Drinking Tea Linked To Increased Bone Mineral Density
Low bone mineral density can lead to breaks, which are especially dangerous as we get older. A recent study suggests that drinking tea may help increase bone mineral density.
For their analysis, researchers examined data from 16 studies that included a total of 138,523 participants. Of the 16 studies, 4 were cross-sectional studies and 3 were cohort studies that looked at the association between tea consumption and bone mineral density. They found that increased bone mineral density was associated with tea consumption.
The other 9 studies examined tea consumption and incidence of fracture, and found no associations between the two. However, when the researchers omitted 2 outlying studies, they noted a statistically significant 23% reduction in fracture risk associated with tea consumption. The 2 outlying studies were found to be high-heterogeneity studies.

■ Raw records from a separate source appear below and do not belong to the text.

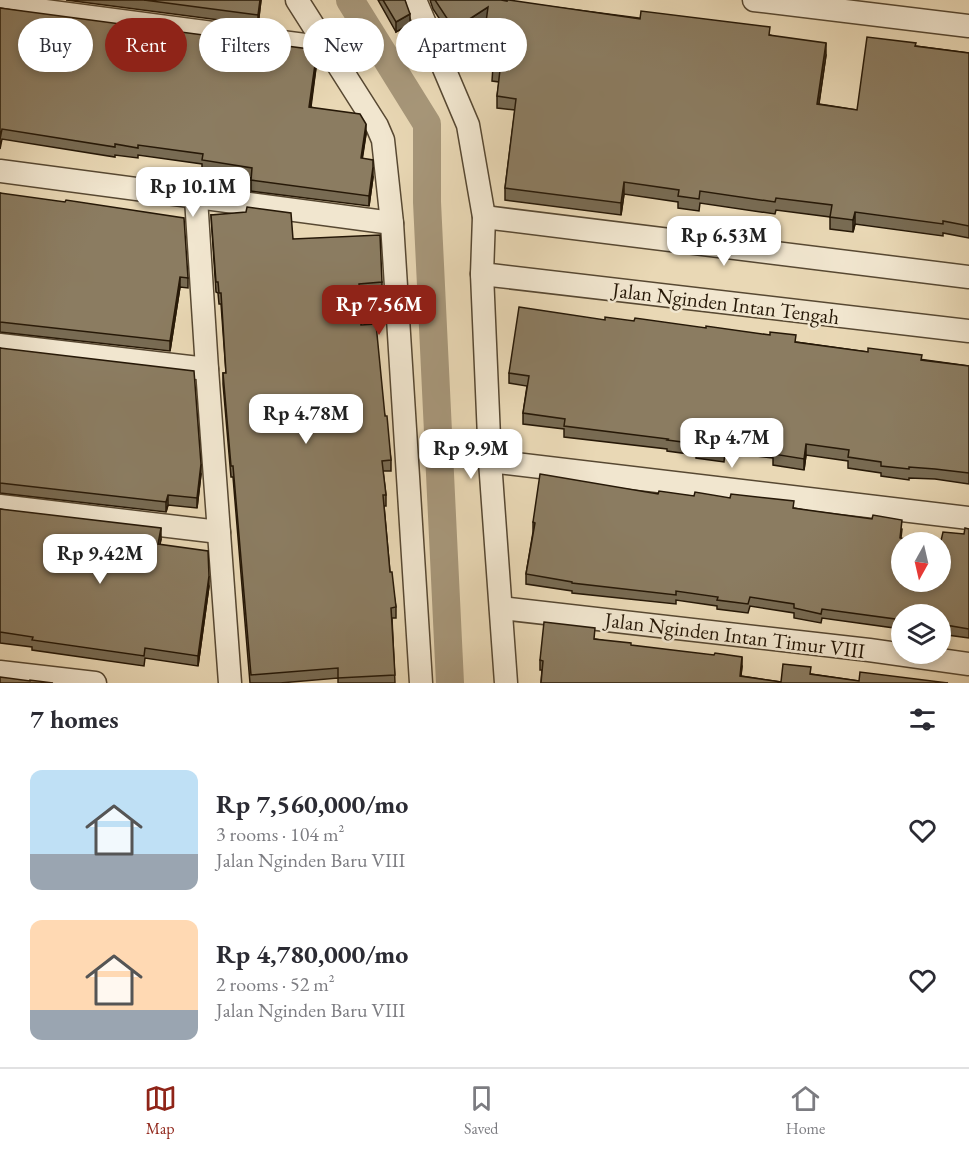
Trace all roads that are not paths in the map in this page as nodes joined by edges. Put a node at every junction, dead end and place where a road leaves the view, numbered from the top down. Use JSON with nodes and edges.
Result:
{"nodes":[{"id":1,"x":297,"y":0,"type":"edge"},
{"id":2,"x":415,"y":0,"type":"edge"},
{"id":3,"x":753,"y":0,"type":"edge"},
{"id":4,"x":0,"y":5,"type":"edge"},
{"id":5,"x":309,"y":18,"type":"edge"},
{"id":6,"x":969,"y":26,"type":"edge"},
{"id":7,"x":303,"y":45,"type":"edge"},
{"id":8,"x":343,"y":72,"type":"edge"},
{"id":9,"x":0,"y":171,"type":"edge"},
{"id":10,"x":196,"y":198,"type":"junction"},
{"id":11,"x":484,"y":217,"type":"junction"},
{"id":12,"x":392,"y":223,"type":"junction"},
{"id":13,"x":482,"y":274,"type":"junction"},
{"id":14,"x":969,"y":277,"type":"edge"},
{"id":15,"x":969,"y":331,"type":"edge"},
{"id":16,"x":0,"y":345,"type":"edge"},
{"id":17,"x":207,"y":369,"type":"junction"},
{"id":18,"x":490,"y":461,"type":"junction"},
{"id":19,"x":0,"y":506,"type":"edge"},
{"id":20,"x":969,"y":518,"type":"edge"},
{"id":21,"x":219,"y":532,"type":"junction"},
{"id":22,"x":501,"y":608,"type":"junction"},
{"id":23,"x":969,"y":664,"type":"edge"},
{"id":24,"x":0,"y":672,"type":"edge"},
{"id":25,"x":95,"y":683,"type":"edge"},
{"id":26,"x":230,"y":683,"type":"edge"},
{"id":27,"x":421,"y":683,"type":"edge"},
{"id":28,"x":506,"y":683,"type":"edge"}],
"edges":[{"from":1,"to":5,"type":"street"},
{"from":2,"to":11,"type":"street"},
{"from":3,"to":6,"type":"street"},
{"from":4,"to":7,"type":"street"},
{"from":8,"to":12,"type":"street"},
{"from":9,"to":10,"type":"street"},
{"from":10,"to":12,"type":"street"},
{"from":10,"to":17,"type":"street"},
{"from":11,"to":13,"type":"street"},
{"from":11,"to":14,"type":"street"},
{"from":12,"to":27,"type":"street"},
{"from":13,"to":15,"type":"street","name":"Jalan Nginden Intan Tengah"},
{"from":13,"to":18,"type":"street"},
{"from":16,"to":17,"type":"street"},
{"from":17,"to":21,"type":"street"},
{"from":18,"to":20,"type":"street"},
{"from":18,"to":22,"type":"street"},
{"from":19,"to":21,"type":"street"},
{"from":21,"to":26,"type":"street"},
{"from":22,"to":23,"type":"street","name":"Jalan Nginden Intan Timur VIII"},
{"from":22,"to":28,"type":"street"},
{"from":24,"to":25,"type":"street"}]}
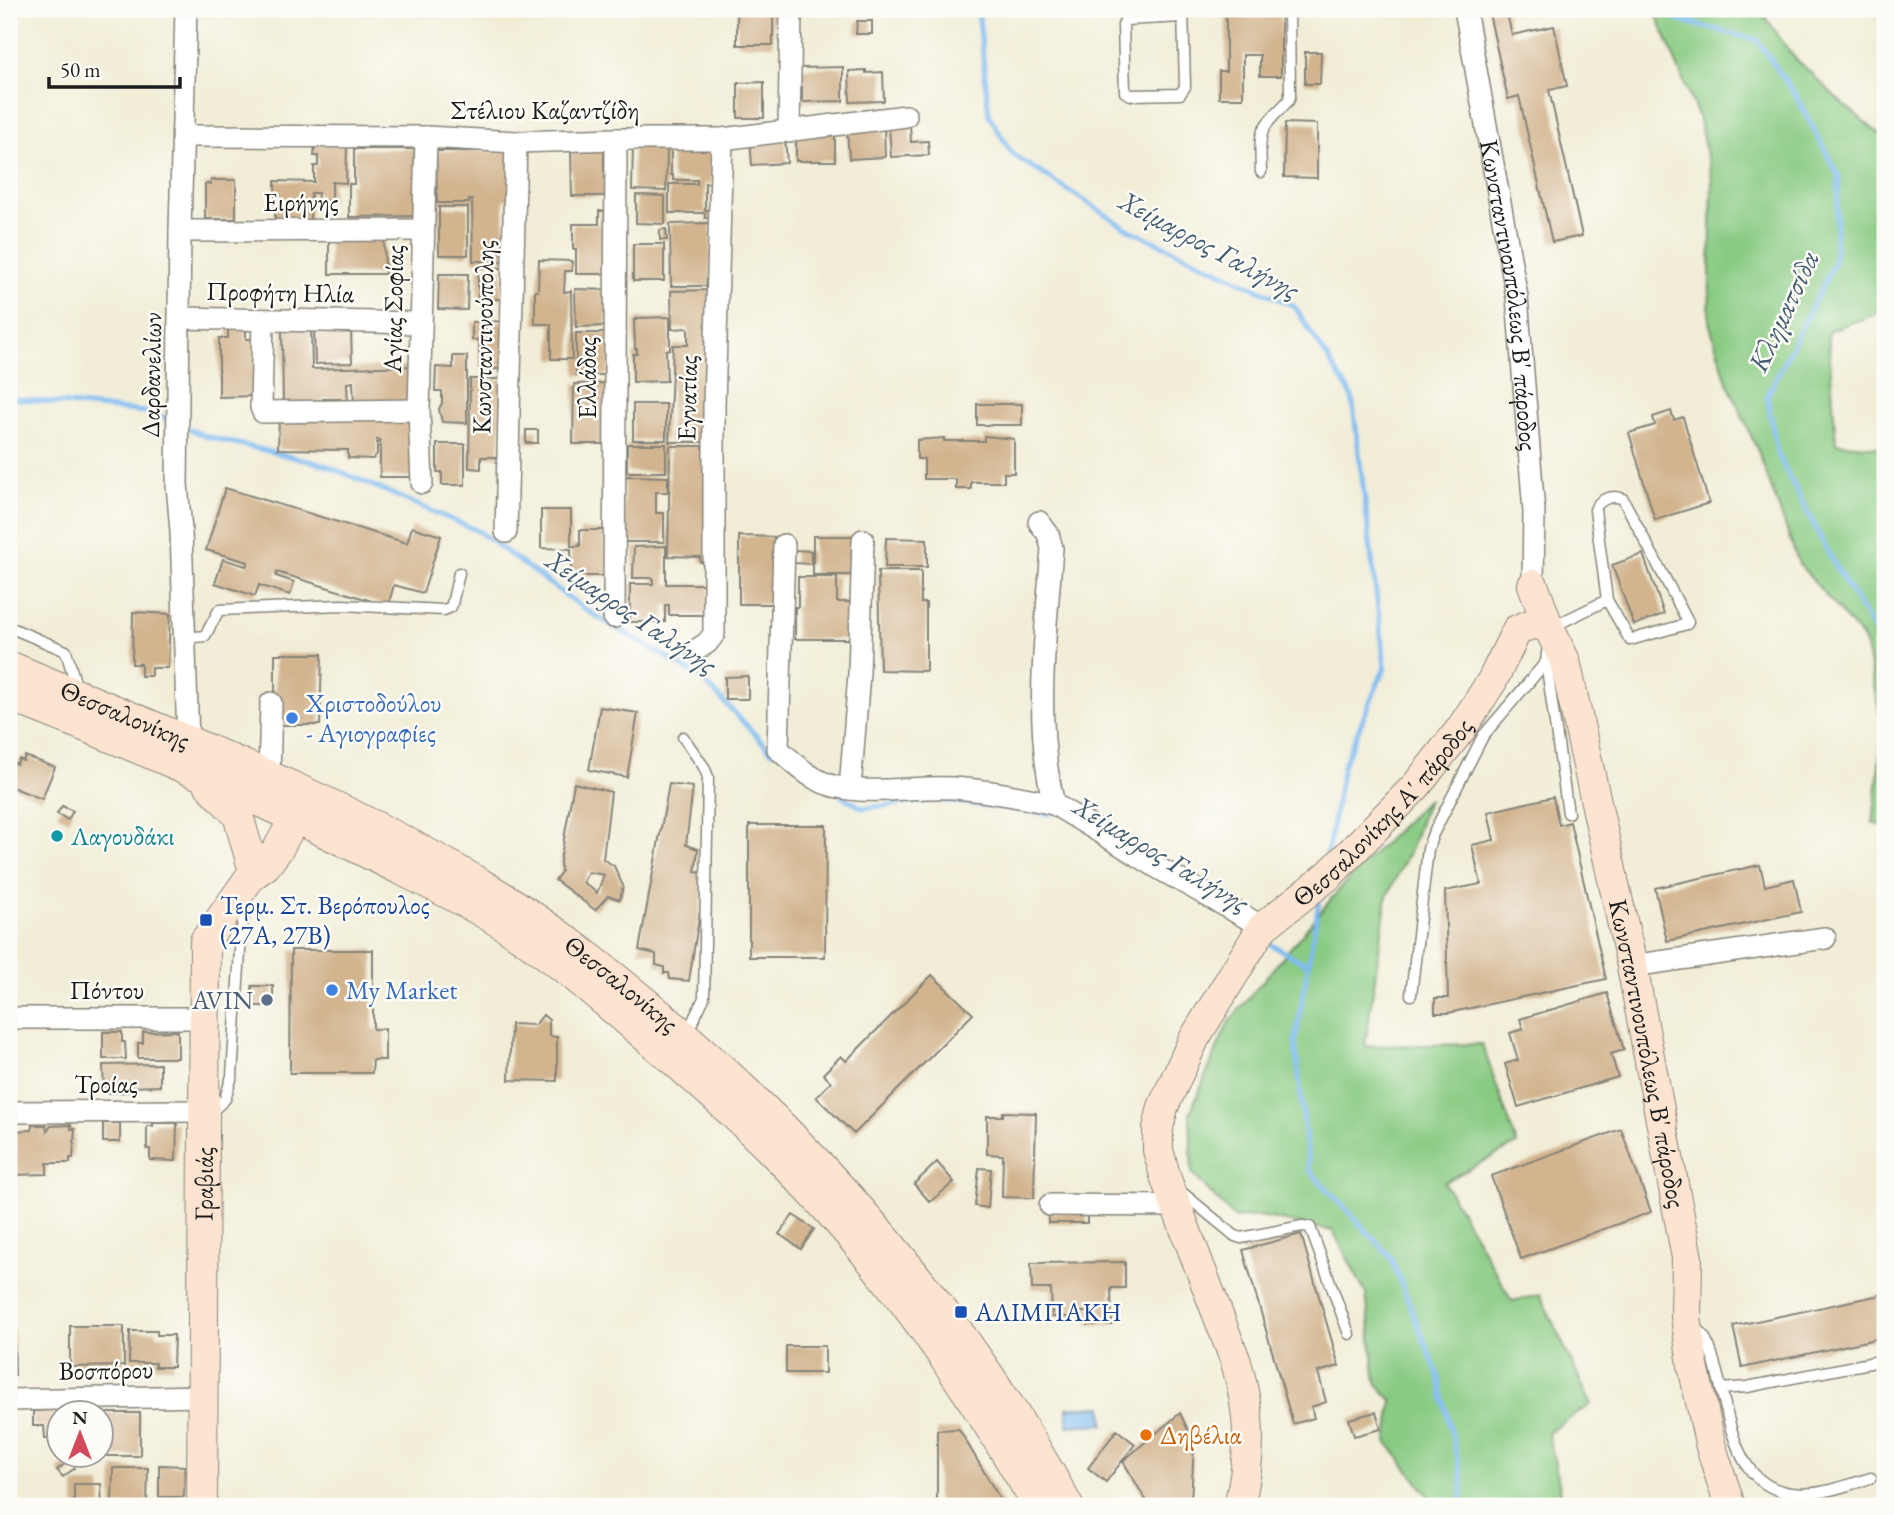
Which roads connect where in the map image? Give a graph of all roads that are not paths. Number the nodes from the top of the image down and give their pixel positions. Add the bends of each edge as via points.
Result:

Researchers from China Academy of Medical Sciences conducted the study. It was published online ahead of print on March 3, 2017, in Nutrition Research.

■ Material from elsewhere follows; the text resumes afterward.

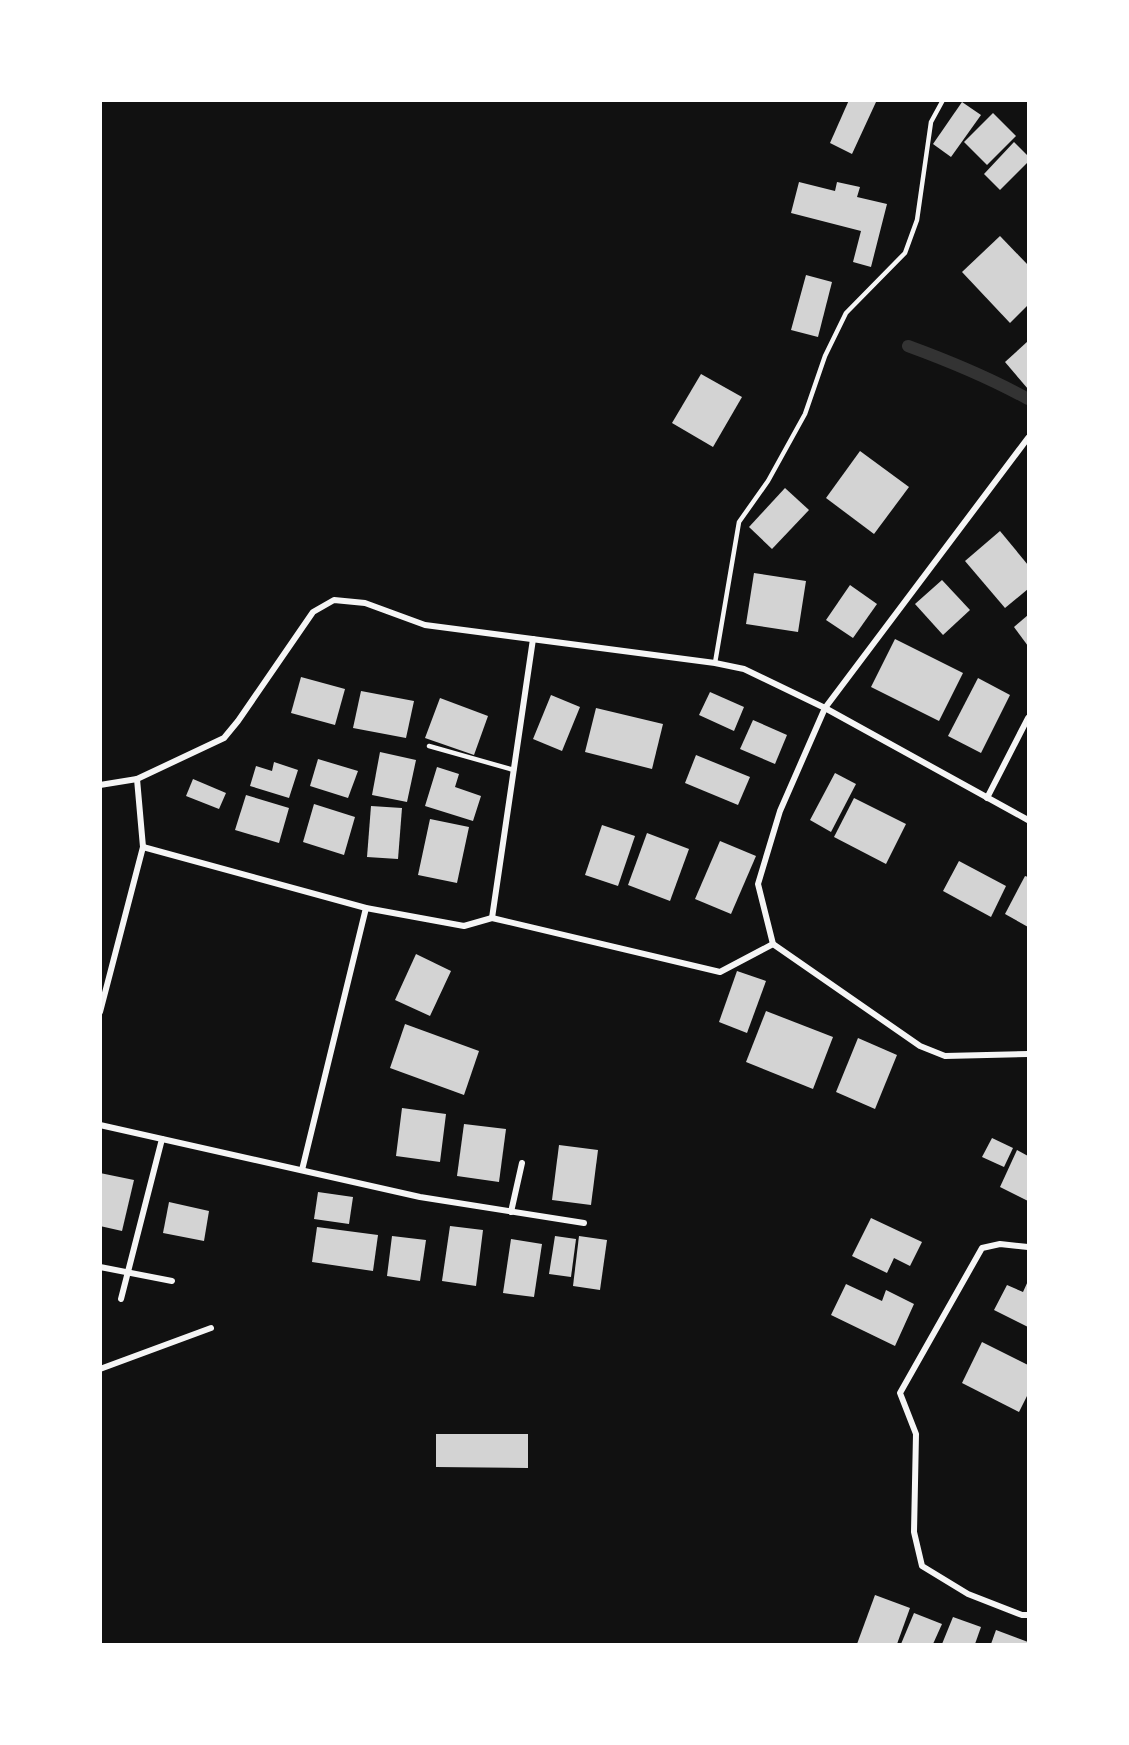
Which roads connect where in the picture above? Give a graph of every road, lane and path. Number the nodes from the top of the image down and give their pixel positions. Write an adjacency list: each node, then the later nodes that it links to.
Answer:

Tea contains a high level of strong antioxidants called polyphenols. These compounds protect our cells from dangerous free radicals. In fact, an earlier study found that the cells of regular tea drinkers actually have a younger biological age than non-tea drinkers.
Polyphenols have been shown to promote weight loss, improve heart health, aid in digestion and decrease the risk of neurodegenerative diseases. Previous studies have shown that tea brewed at home contains higher levels of polyphenols than tea purchased in a bottle. Additionally, packaged teas tend to contain preservatives, sugar and other ingredients that may neutralize the health benefits of tea.